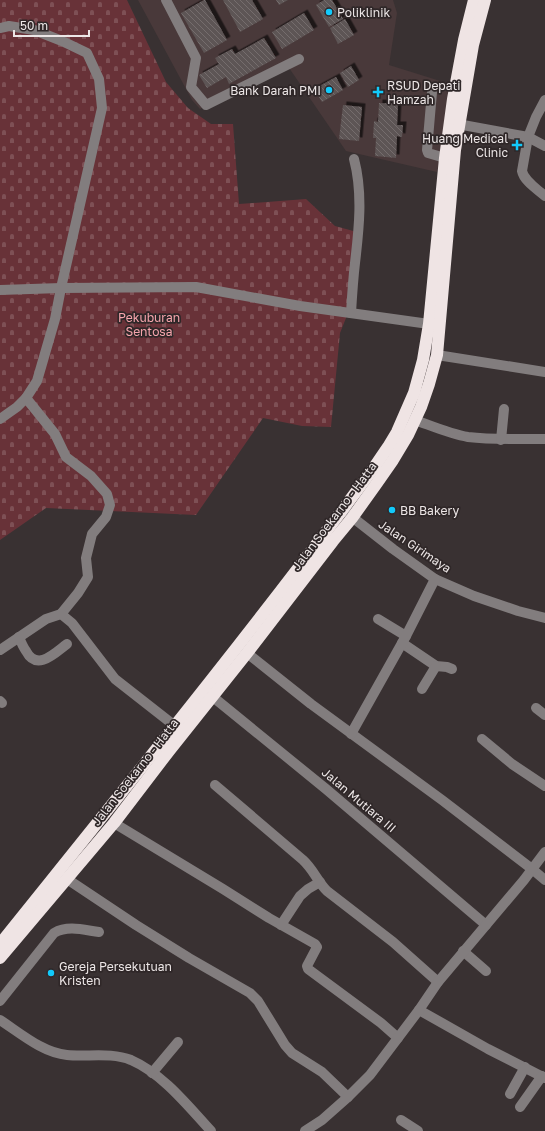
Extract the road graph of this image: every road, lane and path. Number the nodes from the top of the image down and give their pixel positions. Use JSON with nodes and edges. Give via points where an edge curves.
{"nodes":[{"id":1,"x":166,"y":0,"type":"edge"},
{"id":2,"x":474,"y":0,"type":"edge"},
{"id":3,"x":485,"y":0,"type":"edge"},
{"id":4,"x":0,"y":28,"type":"edge"},
{"id":5,"x":300,"y":59,"type":"dead end"},
{"id":6,"x":432,"y":92,"type":"dead end"},
{"id":7,"x":545,"y":100,"type":"edge"},
{"id":8,"x":455,"y":123,"type":"junction"},
{"id":9,"x":528,"y":137,"type":"junction"},
{"id":10,"x":545,"y":146,"type":"edge"},
{"id":11,"x":450,"y":158,"type":"junction"},
{"id":12,"x":354,"y":159,"type":"dead end"},
{"id":13,"x":545,"y":196,"type":"edge"},
{"id":14,"x":61,"y":288,"type":"junction"},
{"id":15,"x":0,"y":290,"type":"edge"},
{"id":16,"x":351,"y":313,"type":"junction"},
{"id":17,"x":430,"y":324,"type":"junction"},
{"id":18,"x":437,"y":355,"type":"junction"},
{"id":19,"x":545,"y":372,"type":"edge"},
{"id":20,"x":26,"y":398,"type":"junction"},
{"id":21,"x":504,"y":409,"type":"dead end"},
{"id":22,"x":0,"y":419,"type":"edge"},
{"id":23,"x":415,"y":420,"type":"junction"},
{"id":24,"x":545,"y":439,"type":"edge"},
{"id":25,"x":501,"y":440,"type":"junction"},
{"id":26,"x":343,"y":510,"type":"junction"},
{"id":27,"x":352,"y":518,"type":"junction"},
{"id":28,"x":435,"y":579,"type":"junction"},
{"id":29,"x":61,"y":614,"type":"junction"},
{"id":30,"x":545,"y":618,"type":"edge"},
{"id":31,"x":378,"y":619,"type":"dead end"},
{"id":32,"x":19,"y":637,"type":"junction"},
{"id":33,"x":404,"y":640,"type":"junction"},
{"id":34,"x":67,"y":644,"type":"dead end"},
{"id":35,"x":0,"y":650,"type":"edge"},
{"id":36,"x":247,"y":654,"type":"junction"},
{"id":37,"x":436,"y":666,"type":"junction"},
{"id":38,"x":452,"y":669,"type":"dead end"},
{"id":39,"x":422,"y":689,"type":"dead end"},
{"id":40,"x":212,"y":697,"type":"junction"},
{"id":41,"x":536,"y":708,"type":"dead end"},
{"id":42,"x":545,"y":715,"type":"edge"},
{"id":43,"x":175,"y":726,"type":"junction"},
{"id":44,"x":351,"y":734,"type":"junction"},
{"id":45,"x":482,"y":739,"type":"dead end"},
{"id":46,"x":215,"y":785,"type":"dead end"},
{"id":47,"x":545,"y":786,"type":"edge"},
{"id":48,"x":114,"y":824,"type":"junction"},
{"id":49,"x":545,"y":852,"type":"edge"},
{"id":50,"x":532,"y":869,"type":"junction"},
{"id":51,"x":67,"y":879,"type":"junction"},
{"id":52,"x":545,"y":880,"type":"edge"},
{"id":53,"x":320,"y":882,"type":"junction"},
{"id":54,"x":42,"y":901,"type":"junction"},
{"id":55,"x":281,"y":924,"type":"junction"},
{"id":56,"x":486,"y":925,"type":"junction"},
{"id":57,"x":99,"y":932,"type":"dead end"},
{"id":58,"x":0,"y":944,"type":"edge"},
{"id":59,"x":463,"y":952,"type":"junction"},
{"id":60,"x":0,"y":958,"type":"edge"},
{"id":61,"x":486,"y":971,"type":"dead end"},
{"id":62,"x":438,"y":982,"type":"junction"},
{"id":63,"x":0,"y":1001,"type":"edge"},
{"id":64,"x":419,"y":1010,"type":"junction"},
{"id":65,"x":0,"y":1020,"type":"edge"},
{"id":66,"x":398,"y":1038,"type":"junction"},
{"id":67,"x":178,"y":1042,"type":"dead end"},
{"id":68,"x":525,"y":1068,"type":"junction"},
{"id":69,"x":152,"y":1073,"type":"junction"},
{"id":70,"x":543,"y":1077,"type":"edge"},
{"id":71,"x":510,"y":1094,"type":"dead end"},
{"id":72,"x":348,"y":1097,"type":"junction"},
{"id":73,"x":520,"y":1107,"type":"dead end"},
{"id":74,"x":401,"y":1120,"type":"dead end"},
{"id":75,"x":211,"y":1131,"type":"edge"},
{"id":76,"x":305,"y":1131,"type":"edge"},
{"id":77,"x":418,"y":1131,"type":"edge"}],
"edges":[{"from":1,"to":5,"type":"street","via":[[196,58],[191,87],[206,105]]},
{"from":2,"to":8,"type":"highway","name":"Jalan Soekarno - Hatta","via":[[464,40]]},
{"from":3,"to":8,"type":"highway","name":"Jalan Soekarno - Hatta"},
{"from":4,"to":14,"type":"street","via":[[9,26],[34,30],[87,53],[99,79],[102,108]]},
{"from":6,"to":11,"type":"street","via":[[426,150],[428,153]]},
{"from":7,"to":9,"type":"street"},
{"from":8,"to":9,"type":"street"},
{"from":8,"to":11,"type":"highway","name":"Jalan Soekarno - Hatta"},
{"from":9,"to":10,"type":"street"},
{"from":9,"to":13,"type":"street","via":[[523,175]]},
{"from":11,"to":17,"type":"highway","name":"Jalan Soekarno - Hatta"},
{"from":11,"to":18,"type":"highway","name":"Jalan Soekarno - Hatta"},
{"from":12,"to":16,"type":"street","via":[[357,168],[360,220]]},
{"from":14,"to":15,"type":"street"},
{"from":14,"to":16,"type":"street","via":[[196,287]]},
{"from":14,"to":20,"type":"street","via":[[37,381]]},
{"from":16,"to":17,"type":"street"},
{"from":17,"to":26,"type":"highway","name":"Jalan Soekarno - Hatta","via":[[414,393],[397,432]]},
{"from":18,"to":19,"type":"street"},
{"from":18,"to":23,"type":"highway","name":"Jalan Soekarno - Hatta"},
{"from":20,"to":22,"type":"street"},
{"from":20,"to":29,"type":"street","via":[[55,434],[66,457],[91,476],[107,494],[110,505],[106,517],[92,534],[86,558],[88,577]]},
{"from":21,"to":25,"type":"street"},
{"from":23,"to":25,"type":"street","via":[[466,436]]},
{"from":23,"to":27,"type":"highway","name":"Jalan Soekarno - Hatta","via":[[393,460]]},
{"from":24,"to":25,"type":"street"},
{"from":26,"to":27,"type":"street","name":"Jalan Girimaya"},
{"from":26,"to":43,"type":"highway","name":"Jalan Soekarno - Hatta"},
{"from":27,"to":28,"type":"street","name":"Jalan Girimaya"},
{"from":27,"to":36,"type":"highway","name":"Jalan Soekarno - Hatta"},
{"from":28,"to":30,"type":"street","name":"Jalan Girimaya","via":[[474,596]]},
{"from":28,"to":33,"type":"street"},
{"from":29,"to":32,"type":"street","via":[[46,619]]},
{"from":29,"to":43,"type":"street","via":[[72,623],[116,679]]},
{"from":31,"to":33,"type":"street"},
{"from":32,"to":34,"type":"street","via":[[28,656],[41,661]]},
{"from":32,"to":35,"type":"street"},
{"from":33,"to":37,"type":"street"},
{"from":33,"to":44,"type":"street"},
{"from":36,"to":40,"type":"highway","name":"Jalan Soekarno - Hatta"},
{"from":36,"to":44,"type":"street"},
{"from":37,"to":38,"type":"street"},
{"from":37,"to":39,"type":"street"},
{"from":40,"to":48,"type":"highway","name":"Jalan Soekarno - Hatta"},
{"from":40,"to":56,"type":"street","name":"Jalan Mutiara III","via":[[326,789]]},
{"from":41,"to":42,"type":"street"},
{"from":43,"to":54,"type":"highway","name":"Jalan Soekarno - Hatta"},
{"from":44,"to":50,"type":"street"},
{"from":45,"to":47,"type":"street"},
{"from":46,"to":53,"type":"street","via":[[304,860]]},
{"from":48,"to":51,"type":"highway","name":"Jalan Soekarno - Hatta"},
{"from":48,"to":55,"type":"street"},
{"from":49,"to":50,"type":"street"},
{"from":50,"to":52,"type":"street"},
{"from":50,"to":56,"type":"street"},
{"from":51,"to":54,"type":"highway","name":"Jalan Soekarno - Hatta"},
{"from":51,"to":72,"type":"street","via":[[136,925],[250,993],[292,1053],[322,1072]]},
{"from":53,"to":55,"type":"street","via":[[300,896]]},
{"from":53,"to":62,"type":"street","via":[[327,891],[393,942]]},
{"from":54,"to":58,"type":"highway","name":"Jalan Soekarno - Hatta"},
{"from":54,"to":60,"type":"highway","name":"Jalan Soekarno - Hatta"},
{"from":55,"to":66,"type":"street","via":[[317,945],[307,966],[309,970]]},
{"from":56,"to":59,"type":"street"},
{"from":57,"to":63,"type":"street","via":[[71,928],[54,933]]},
{"from":59,"to":61,"type":"street"},
{"from":59,"to":62,"type":"street"},
{"from":62,"to":64,"type":"street"},
{"from":64,"to":66,"type":"street"},
{"from":64,"to":68,"type":"street"},
{"from":65,"to":69,"type":"street","via":[[42,1048],[66,1055],[115,1056],[130,1060]]},
{"from":66,"to":72,"type":"street","via":[[370,1075]]},
{"from":67,"to":69,"type":"street"},
{"from":68,"to":70,"type":"street"},
{"from":68,"to":71,"type":"street"},
{"from":69,"to":75,"type":"street","via":[[185,1102]]},
{"from":70,"to":73,"type":"street"},
{"from":72,"to":76,"type":"street"},
{"from":74,"to":77,"type":"street"}]}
--*--
YOUR OBJECTIVE
Could you report all lines of the listing that hold "nodes"?

SOLUTION TO THE PROBLEM
Extract the road graph of this image: every road, lane and path. Number the nodes from the top of the image down and give their pixel positions. Use JSON with nodes and edges. Give via points where an edge curves.
{"nodes":[{"id":1,"x":166,"y":0,"type":"edge"},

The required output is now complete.